When Johnson proposed the voting act, blacks in the South were often denied the right to vote after failing to answer questions such as whether they could recite verbatim the works of the poet Henry Wadsworth Longfellow or name the first ten amendments to the U.S. Constitution.
“There is no Negro problem,” Johnson said. “There is no southern problem. There is no northern problem. There is only an American problem.”
The need to grant all Americans equal access to the ballot, Johnson said, was brought into relief by the violence in Selma, which he likened to Lexington and Concord, the Massachusetts cities where battles ignited the American Revolutionary War, and Appomattox, the Virginia site of the Civil War surrender of Confederate General Robert E. Lee’s forces to the Union.
While acknowledging that other aspects of the civil rights movement were “very complex and most difficult,” Johnson said that “there can and should be no argument” about the right to vote. “Our mission is at once the oldest and most basic of this country,” Johnson told lawmakers, “to right wrong, to do justice, to serve man.”
Johnson was able to push the Voting Rights Act through Congress, even with the resistance of his fellow Democrats from southern states, and he signed it into law on Aug. 6, 1965.
It was the culmination of a broader strategic plan that Johnson used to win passage. One of his tactics was to work with the Reverend Martin Luther King, a civil rights leader, to sway public opinion. Two months before his address to Congress, Johnson had a phone call with King to talk political strategy.
“I think it is very important not to say that we are doing this or not doing this because it’s Negroes or whites but we take the position that every person born in this country when he reaches a certain age that he has a right to vote just like he has a right to fight,” Johnson said, according to a recording at the LBJ Presidential Library in Austin, Texas.
He went on to tell King that he thought the battle should be framed as one of “equality for all” rather than one seeking special privilege and urged King to find stark examples of discrimination “where one man’s got to memorize Longfellow, whether he’s got to quote the first 10 amendments” and then to “repeat and repeat and repeat” that example to the point that “pretty soon the fellow that didn’t do anything but drive a tractor will say that’s not right, that’s not fair.”
Johnson told King he would “shove through” the measure and that it would be seen as “the greatest achievement of my administration.” He succeeded, even with three times as many Democrats as Republicans voting against the bill.
Since the act became law, Congress has extended it four times, most recently in 2006, by a unanimous vote in the U.S. Senate and a 390-33 vote in the U.S. House.
Congress found that “40 years has not been a sufficient amount of time to eliminate the vestiges of discrimination following nearly 100 years of disregard for the 15th Amendment,” according to the Justice Department’s brief.
“Section 5’s burdens are justified by current needs, as demonstrated by the extensive record Congress amassed of widespread and persistent racial discrimination in voting in covered jurisdictions,” the Justice Department brief said.

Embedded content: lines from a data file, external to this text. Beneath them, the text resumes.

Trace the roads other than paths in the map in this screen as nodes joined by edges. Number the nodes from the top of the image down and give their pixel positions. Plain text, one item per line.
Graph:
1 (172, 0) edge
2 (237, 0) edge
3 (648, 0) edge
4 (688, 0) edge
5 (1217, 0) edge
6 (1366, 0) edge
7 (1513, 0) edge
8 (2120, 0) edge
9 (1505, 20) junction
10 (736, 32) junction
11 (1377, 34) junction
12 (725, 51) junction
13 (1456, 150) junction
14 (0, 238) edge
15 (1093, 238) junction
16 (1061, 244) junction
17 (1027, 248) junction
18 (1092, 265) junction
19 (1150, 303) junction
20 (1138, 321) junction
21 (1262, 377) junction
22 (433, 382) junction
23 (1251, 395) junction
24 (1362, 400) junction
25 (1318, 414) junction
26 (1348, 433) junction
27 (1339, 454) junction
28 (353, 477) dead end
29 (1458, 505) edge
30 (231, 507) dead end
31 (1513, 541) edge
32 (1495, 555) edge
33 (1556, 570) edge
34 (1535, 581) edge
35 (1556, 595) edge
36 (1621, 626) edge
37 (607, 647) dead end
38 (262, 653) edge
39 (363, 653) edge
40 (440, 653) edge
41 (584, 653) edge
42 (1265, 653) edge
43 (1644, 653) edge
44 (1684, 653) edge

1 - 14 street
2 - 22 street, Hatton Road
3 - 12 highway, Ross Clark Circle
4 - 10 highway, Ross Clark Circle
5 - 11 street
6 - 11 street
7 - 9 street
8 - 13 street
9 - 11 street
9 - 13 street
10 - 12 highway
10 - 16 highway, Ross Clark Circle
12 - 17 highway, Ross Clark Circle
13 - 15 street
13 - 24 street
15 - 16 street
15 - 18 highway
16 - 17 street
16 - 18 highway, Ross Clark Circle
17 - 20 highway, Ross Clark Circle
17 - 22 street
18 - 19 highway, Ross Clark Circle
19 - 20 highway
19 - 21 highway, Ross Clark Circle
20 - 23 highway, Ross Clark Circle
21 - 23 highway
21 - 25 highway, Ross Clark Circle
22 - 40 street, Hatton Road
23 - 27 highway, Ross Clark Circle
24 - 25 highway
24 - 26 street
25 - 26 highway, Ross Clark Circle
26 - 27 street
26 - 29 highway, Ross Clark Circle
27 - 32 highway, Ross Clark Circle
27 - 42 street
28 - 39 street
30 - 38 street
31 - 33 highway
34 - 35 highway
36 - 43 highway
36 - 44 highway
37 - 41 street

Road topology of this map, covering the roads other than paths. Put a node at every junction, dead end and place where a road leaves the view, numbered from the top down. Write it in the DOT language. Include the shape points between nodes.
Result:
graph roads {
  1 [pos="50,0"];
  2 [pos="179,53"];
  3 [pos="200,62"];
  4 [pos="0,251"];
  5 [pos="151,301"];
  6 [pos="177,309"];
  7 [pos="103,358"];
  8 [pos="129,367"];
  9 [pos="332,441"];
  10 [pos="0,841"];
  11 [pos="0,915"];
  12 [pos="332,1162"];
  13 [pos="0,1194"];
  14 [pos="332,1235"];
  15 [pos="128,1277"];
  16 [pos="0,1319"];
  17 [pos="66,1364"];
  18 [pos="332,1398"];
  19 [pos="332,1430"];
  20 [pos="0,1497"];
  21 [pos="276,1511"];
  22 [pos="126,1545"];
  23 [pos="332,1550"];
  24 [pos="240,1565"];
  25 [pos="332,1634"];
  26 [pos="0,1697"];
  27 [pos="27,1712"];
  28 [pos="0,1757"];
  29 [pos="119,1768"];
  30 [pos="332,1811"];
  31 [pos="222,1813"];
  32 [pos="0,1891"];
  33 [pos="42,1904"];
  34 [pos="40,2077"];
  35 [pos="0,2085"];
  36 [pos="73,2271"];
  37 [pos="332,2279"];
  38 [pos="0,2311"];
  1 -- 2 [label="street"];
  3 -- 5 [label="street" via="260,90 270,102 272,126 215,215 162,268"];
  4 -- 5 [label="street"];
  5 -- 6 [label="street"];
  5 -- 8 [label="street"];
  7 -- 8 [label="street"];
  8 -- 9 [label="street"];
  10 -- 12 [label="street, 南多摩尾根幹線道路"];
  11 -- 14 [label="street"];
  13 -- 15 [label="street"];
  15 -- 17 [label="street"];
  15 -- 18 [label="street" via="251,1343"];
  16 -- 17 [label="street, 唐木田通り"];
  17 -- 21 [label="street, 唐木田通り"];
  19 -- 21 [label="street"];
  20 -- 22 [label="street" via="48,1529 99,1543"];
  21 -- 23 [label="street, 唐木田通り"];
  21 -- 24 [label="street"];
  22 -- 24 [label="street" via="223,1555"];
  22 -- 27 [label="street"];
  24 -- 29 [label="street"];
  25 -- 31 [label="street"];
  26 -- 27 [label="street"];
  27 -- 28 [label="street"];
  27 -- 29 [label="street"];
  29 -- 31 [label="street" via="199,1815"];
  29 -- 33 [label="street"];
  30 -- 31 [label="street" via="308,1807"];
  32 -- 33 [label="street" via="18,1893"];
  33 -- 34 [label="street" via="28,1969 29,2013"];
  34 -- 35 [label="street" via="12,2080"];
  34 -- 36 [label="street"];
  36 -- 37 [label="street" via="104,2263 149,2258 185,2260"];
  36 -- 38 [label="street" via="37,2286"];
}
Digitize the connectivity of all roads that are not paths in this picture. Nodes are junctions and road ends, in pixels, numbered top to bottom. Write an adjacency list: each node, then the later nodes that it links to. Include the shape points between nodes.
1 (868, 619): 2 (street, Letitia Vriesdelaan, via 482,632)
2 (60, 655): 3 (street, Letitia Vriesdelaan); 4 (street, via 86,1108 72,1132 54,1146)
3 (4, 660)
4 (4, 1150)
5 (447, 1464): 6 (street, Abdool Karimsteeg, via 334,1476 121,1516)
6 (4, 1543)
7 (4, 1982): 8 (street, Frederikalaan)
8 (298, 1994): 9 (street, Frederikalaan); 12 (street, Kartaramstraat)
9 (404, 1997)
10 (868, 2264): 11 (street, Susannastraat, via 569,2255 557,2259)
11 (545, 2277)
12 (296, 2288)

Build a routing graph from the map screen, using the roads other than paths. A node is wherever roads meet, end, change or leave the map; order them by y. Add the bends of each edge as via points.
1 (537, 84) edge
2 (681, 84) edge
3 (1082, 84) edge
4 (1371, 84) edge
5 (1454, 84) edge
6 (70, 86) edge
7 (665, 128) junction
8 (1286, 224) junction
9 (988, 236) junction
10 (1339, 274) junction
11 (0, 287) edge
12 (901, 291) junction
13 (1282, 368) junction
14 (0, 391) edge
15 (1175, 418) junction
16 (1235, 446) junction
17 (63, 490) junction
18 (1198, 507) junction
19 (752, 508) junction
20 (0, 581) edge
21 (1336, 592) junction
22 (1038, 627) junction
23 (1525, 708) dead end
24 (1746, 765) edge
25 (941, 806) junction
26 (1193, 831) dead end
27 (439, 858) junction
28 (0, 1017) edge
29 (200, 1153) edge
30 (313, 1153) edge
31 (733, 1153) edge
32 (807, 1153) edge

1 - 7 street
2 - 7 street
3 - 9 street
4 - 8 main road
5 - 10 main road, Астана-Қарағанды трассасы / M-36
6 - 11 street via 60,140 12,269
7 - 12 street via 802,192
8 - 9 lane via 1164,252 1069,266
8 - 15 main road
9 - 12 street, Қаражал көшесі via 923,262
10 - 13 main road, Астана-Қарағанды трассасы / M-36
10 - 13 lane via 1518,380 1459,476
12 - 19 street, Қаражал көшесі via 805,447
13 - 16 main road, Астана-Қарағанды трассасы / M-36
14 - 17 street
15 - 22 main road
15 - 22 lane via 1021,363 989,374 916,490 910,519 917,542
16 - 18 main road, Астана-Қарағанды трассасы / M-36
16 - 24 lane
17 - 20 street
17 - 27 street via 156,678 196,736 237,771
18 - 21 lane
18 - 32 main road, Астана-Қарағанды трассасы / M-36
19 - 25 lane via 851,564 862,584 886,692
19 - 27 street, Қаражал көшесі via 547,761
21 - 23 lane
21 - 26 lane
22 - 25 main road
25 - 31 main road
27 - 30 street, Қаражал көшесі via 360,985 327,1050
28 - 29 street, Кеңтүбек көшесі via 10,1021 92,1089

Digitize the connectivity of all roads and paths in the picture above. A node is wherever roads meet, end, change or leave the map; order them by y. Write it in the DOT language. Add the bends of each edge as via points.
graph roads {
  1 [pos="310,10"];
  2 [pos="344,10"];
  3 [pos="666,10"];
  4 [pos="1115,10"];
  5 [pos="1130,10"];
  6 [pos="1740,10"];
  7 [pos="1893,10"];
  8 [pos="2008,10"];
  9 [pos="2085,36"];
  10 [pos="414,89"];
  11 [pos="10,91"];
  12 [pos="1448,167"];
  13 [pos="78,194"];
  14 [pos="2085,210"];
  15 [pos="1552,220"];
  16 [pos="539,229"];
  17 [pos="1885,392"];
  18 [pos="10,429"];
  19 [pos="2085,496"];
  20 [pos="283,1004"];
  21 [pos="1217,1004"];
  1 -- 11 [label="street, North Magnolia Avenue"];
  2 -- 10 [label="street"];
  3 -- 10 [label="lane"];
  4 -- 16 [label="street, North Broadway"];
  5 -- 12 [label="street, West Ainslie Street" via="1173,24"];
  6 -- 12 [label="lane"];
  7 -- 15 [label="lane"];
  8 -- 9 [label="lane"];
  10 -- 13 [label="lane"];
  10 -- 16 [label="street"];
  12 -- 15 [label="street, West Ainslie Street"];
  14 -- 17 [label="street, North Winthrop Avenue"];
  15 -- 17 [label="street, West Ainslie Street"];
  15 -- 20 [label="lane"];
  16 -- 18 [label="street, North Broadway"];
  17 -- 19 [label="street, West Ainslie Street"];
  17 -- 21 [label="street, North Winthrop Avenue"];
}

Records show that in 2012 the department obtained favorable judgments in four different cases under Section 5 of the Voting Rights Act in Texas, South Carolina and Florida. In fiscal year 2012, the department said it received 1,454 redistricting plans from the covered states and 6,731 submissions for review.
“To be sure, progress has been made in the last 50 years, much of it as a direct result of Section 5, and it is true that we are now a very different nation,” Justice Department lawyers wrote. “In 2006, however, Congress made the considered judgment that there remains considerable work to do and that Section 5 remains essential to doing it.”